Die Hexe gab ihm zu essen und zu trinken, badete ihn, und der Prinz erzählte, daß er auf dem Wege sei, seine Frau zu suchen.

»Ah, ich weiß es«, sagte die Hexe, »sie ist jetzt beim Zauberer. Es wird schwer sein, zu ihr zu kommen, und mit dem Zauberer ist nicht gut verhandeln. Sein Tod sitzt auf der Spitze einer Nadel, und die Nadel steckt in einem Hasen, der wieder in einer Kiste verborgen ist. Diese Kiste aber steht auf einer hohen Eiche, und diesen Baum hütet der Zauberer wie seinen Augapfel.«

Die Hexe zeigte dem Prinzen den Platz, an dem die Eiche stand. Der Prinz ging hin und wußte nicht, was er anfangen sollte. Wie sollte er zu der Kiste gelangen?
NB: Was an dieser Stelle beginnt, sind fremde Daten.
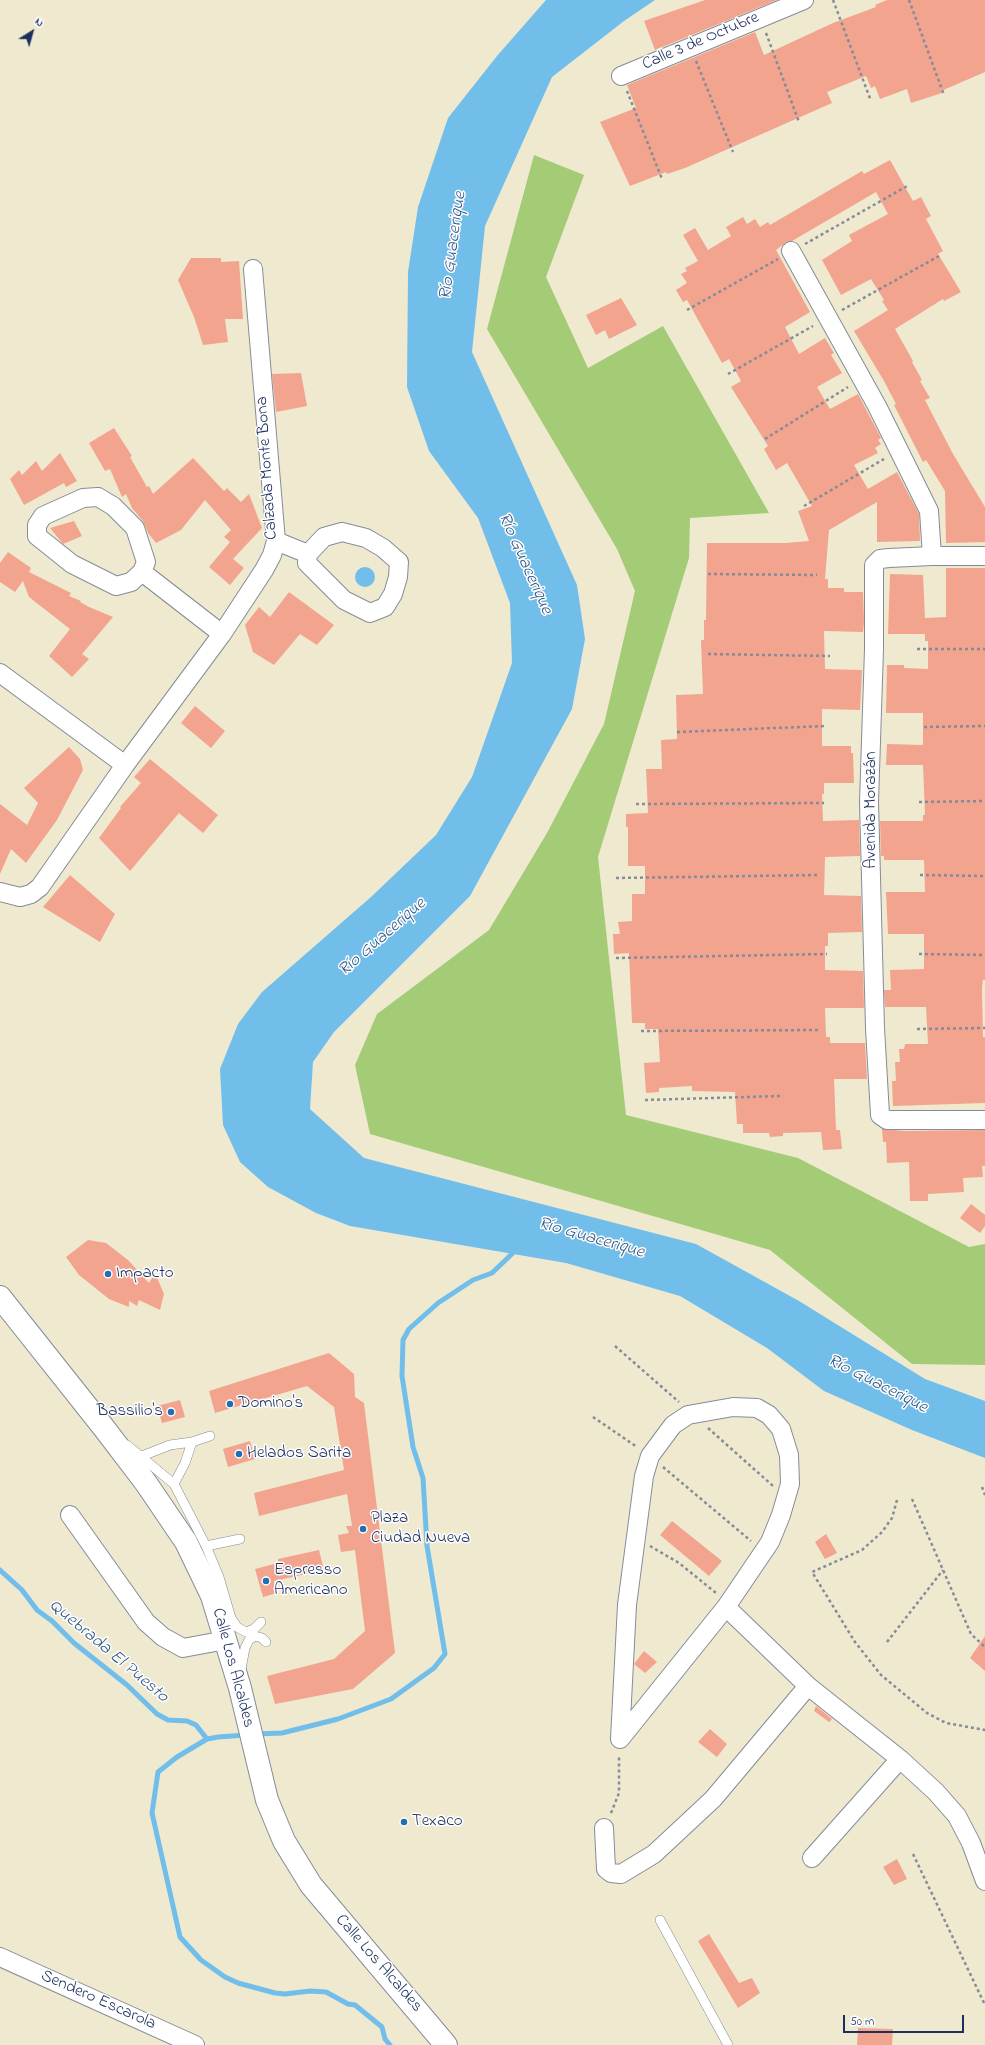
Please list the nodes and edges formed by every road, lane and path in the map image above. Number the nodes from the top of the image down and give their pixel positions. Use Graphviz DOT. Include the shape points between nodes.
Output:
graph roads {
  1 [pos="804,0"];
  2 [pos="833,0"];
  3 [pos="909,0"];
  4 [pos="760,18"];
  5 [pos="690,46"];
  6 [pos="621,76"];
  7 [pos="944,95"];
  8 [pos="871,101"];
  9 [pos="800,122"];
  10 [pos="733,152"];
  11 [pos="662,179"];
  12 [pos="792,251"];
  13 [pos="253,269"];
  14 [pos="862,379"];
  15 [pos="765,439"];
  16 [pos="898,451"];
  17 [pos="804,506"];
  18 [pos="276,541"];
  19 [pos="308,554"];
  20 [pos="932,556"];
  21 [pos="985,556"];
  22 [pos="142,572"];
  23 [pos="708,574"];
  24 [pos="817,576"];
  25 [pos="222,634"];
  26 [pos="917,649"];
  27 [pos="985,649"];
  28 [pos="708,654"];
  29 [pos="830,656"];
  30 [pos="0,673"];
  31 [pos="825,726"];
  32 [pos="985,726"];
  33 [pos="924,727"];
  34 [pos="677,732"];
  35 [pos="125,765"];
  36 [pos="985,801"];
  37 [pos="919,802"];
  38 [pos="824,803"];
  39 [pos="636,804"];
  40 [pos="819,875"];
  41 [pos="920,875"];
  42 [pos="985,876"];
  43 [pos="616,878"];
  44 [pos="0,892"];
  45 [pos="827,954"];
  46 [pos="919,954"];
  47 [pos="985,955"];
  48 [pos="616,958"];
  49 [pos="985,1028"];
  50 [pos="917,1029"];
  51 [pos="821,1030"];
  52 [pos="641,1031"];
  53 [pos="780,1096"];
  54 [pos="645,1100"];
  55 [pos="985,1120"];
  56 [pos="0,1297"];
  57 [pos="593,1417"];
  58 [pos="104,1428"];
  59 [pos="210,1436"];
  60 [pos="192,1442"];
  61 [pos="142,1456"];
  62 [pos="650,1456"];
  63 [pos="174,1484"];
  64 [pos="982,1487"];
  65 [pos="985,1495"];
  66 [pos="912,1499"];
  67 [pos="897,1500"];
  68 [pos="70,1515"];
  69 [pos="636,1537"];
  70 [pos="240,1538"];
  71 [pos="206,1546"];
  72 [pos="764,1551"];
  73 [pos="943,1570"];
  74 [pos="727,1605"];
  75 [pos="260,1622"];
  76 [pos="226,1640"];
  77 [pos="266,1642"];
  78 [pos="887,1642"];
  79 [pos="985,1647"];
  80 [pos="808,1686"];
  81 [pos="240,1688"];
  82 [pos="985,1730"];
  83 [pos="620,1739"];
  84 [pos="900,1759"];
  85 [pos="604,1828"];
  86 [pos="913,1854"];
  87 [pos="812,1858"];
  88 [pos="985,1881"];
  89 [pos="660,1920"];
  90 [pos="0,1957"];
  91 [pos="985,2005"];
  92 [pos="196,2045"];
  93 [pos="446,2045"];
  94 [pos="728,2045"];
  1 -- 4 [label="street, Calle 3 de Octubre"];
  2 -- 8 [label="path"];
  3 -- 7 [label="path"];
  4 -- 5 [label="street, Calle 3 de Octubre"];
  4 -- 9 [label="path"];
  5 -- 6 [label="street, Calle 3 de Octubre"];
  5 -- 10 [label="path"];
  6 -- 11 [label="path"];
  12 -- 14 [label="street"];
  13 -- 18 [label="street, Calzada Monte Bona"];
  14 -- 15 [label="path"];
  14 -- 16 [label="street"];
  16 -- 17 [label="path"];
  16 -- 20 [label="street" via="929,511"];
  18 -- 19 [label="street"];
  18 -- 25 [label="street, Calzada Monte Bona" via="272,556 264,570"];
  19 -- 19 [label="street" via="307,563 344,600 370,613 385,607 393,594 399,562 366,538 342,532 324,537"];
  20 -- 21 [label="street, Avenida Morazán"];
  20 -- 55 [label="street, Avenida Morazán" via="880,559 874,565 869,802 880,1114 887,1120"];
  22 -- 22 [label="street" via="146,562 135,528 113,506 98,497 83,498 44,516 36,525 37,536 66,559 116,586 131,582"];
  22 -- 25 [label="street"];
  23 -- 24 [label="path"];
  25 -- 35 [label="street, Calzada Monte Bona"];
  26 -- 27 [label="path"];
  28 -- 29 [label="path"];
  30 -- 35 [label="street"];
  31 -- 34 [label="path"];
  32 -- 33 [label="path"];
  35 -- 44 [label="street, Calzada Monte Bona" via="40,887 31,894 20,897"];
  36 -- 37 [label="path"];
  38 -- 39 [label="path"];
  40 -- 43 [label="path"];
  41 -- 42 [label="path"];
  45 -- 48 [label="path"];
  46 -- 47 [label="path"];
  49 -- 50 [label="path"];
  51 -- 52 [label="path"];
  53 -- 54 [label="path"];
  56 -- 58 [label="main road, Calle Los Alcaldes"];
  57 -- 62 [label="path"];
  58 -- 61 [label="lane"];
  58 -- 76 [label="main road, Calle Los Alcaldes" via="186,1542 212,1596"];
  59 -- 60 [label="lane"];
  60 -- 61 [label="lane" via="170,1445"];
  60 -- 63 [label="lane"];
  61 -- 63 [label="lane"];
  62 -- 69 [label="street" via="644,1476"];
  62 -- 72 [label="path"];
  62 -- 72 [label="street" via="673,1425 688,1415 733,1407 757,1408 769,1415 781,1429 789,1454 790,1484 781,1515"];
  63 -- 71 [label="lane"];
  64 -- 65 [label="path"];
  66 -- 73 [label="path"];
  67 -- 82 [label="path" via="892,1518 882,1532 862,1550 812,1572 855,1642 881,1675 927,1713 946,1723"];
  68 -- 76 [label="street" via="146,1622 163,1637 183,1648"];
  69 -- 74 [label="path" via="679,1563"];
  69 -- 83 [label="street" via="627,1605"];
  70 -- 71 [label="lane"];
  71 -- 75 [label="lane" via="234,1623 246,1632 254,1629"];
  72 -- 74 [label="street"];
  73 -- 78 [label="path"];
  73 -- 79 [label="path" via="971,1634"];
  74 -- 80 [label="street"];
  74 -- 83 [label="street"];
  76 -- 81 [label="main road, Calle Los Alcaldes"];
  77 -- 81 [label="lane" via="255,1636 247,1644 242,1661"];
  80 -- 84 [label="street"];
  80 -- 85 [label="street" via="714,1799 654,1854 621,1874 611,1873 606,1869"];
  81 -- 93 [label="main road, Calle Los Alcaldes" via="267,1800 284,1841 311,1885"];
  83 -- 85 [label="path" via="619,1793"];
  84 -- 87 [label="street"];
  84 -- 88 [label="street" via="957,1816 971,1843"];
  86 -- 91 [label="path"];
  89 -- 94 [label="lane"];
  90 -- 92 [label="street, Sendero Escarola"];
}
Da rannte auf einmal der Bär herbei und riß den Baum mitsamt den Wurzeln aus. Die Kiste fiel herunter und zerbrach in tausend Stücke. Heraus sprang ein Hase und wollte rasch entkommen, doch sieh, ihm jagte der andere Hase nach, erreichte ihn und zerriß ihn in Stücke. Daraus erhob sich eine Ente und flog hoch, hoch in die Luft. Der Enterich aber flog ihr nach, und als er sie traf, ließ sie ein Ei fallen, und dieses Ei fiel ins Meer. Als der Prinz das sah, fing er an zu weinen. Doch auf einmal kam der Hecht ans Ufer und hielt das Ei in seinem Maul. Der Prinz nahm es, schlug es auf, ergriff die Nadel und brach ihr die Spitze ab. Nun mochte sich der Zauberer winden und wehren, es nutzte alles nichts - er mußte sterben!

Prinz Iwan aber ging ins Haus des Zauberers, holte Wassilissa und brachte sie nach Hause. Dort lebten sie noch lange Zeit glücklich und froh.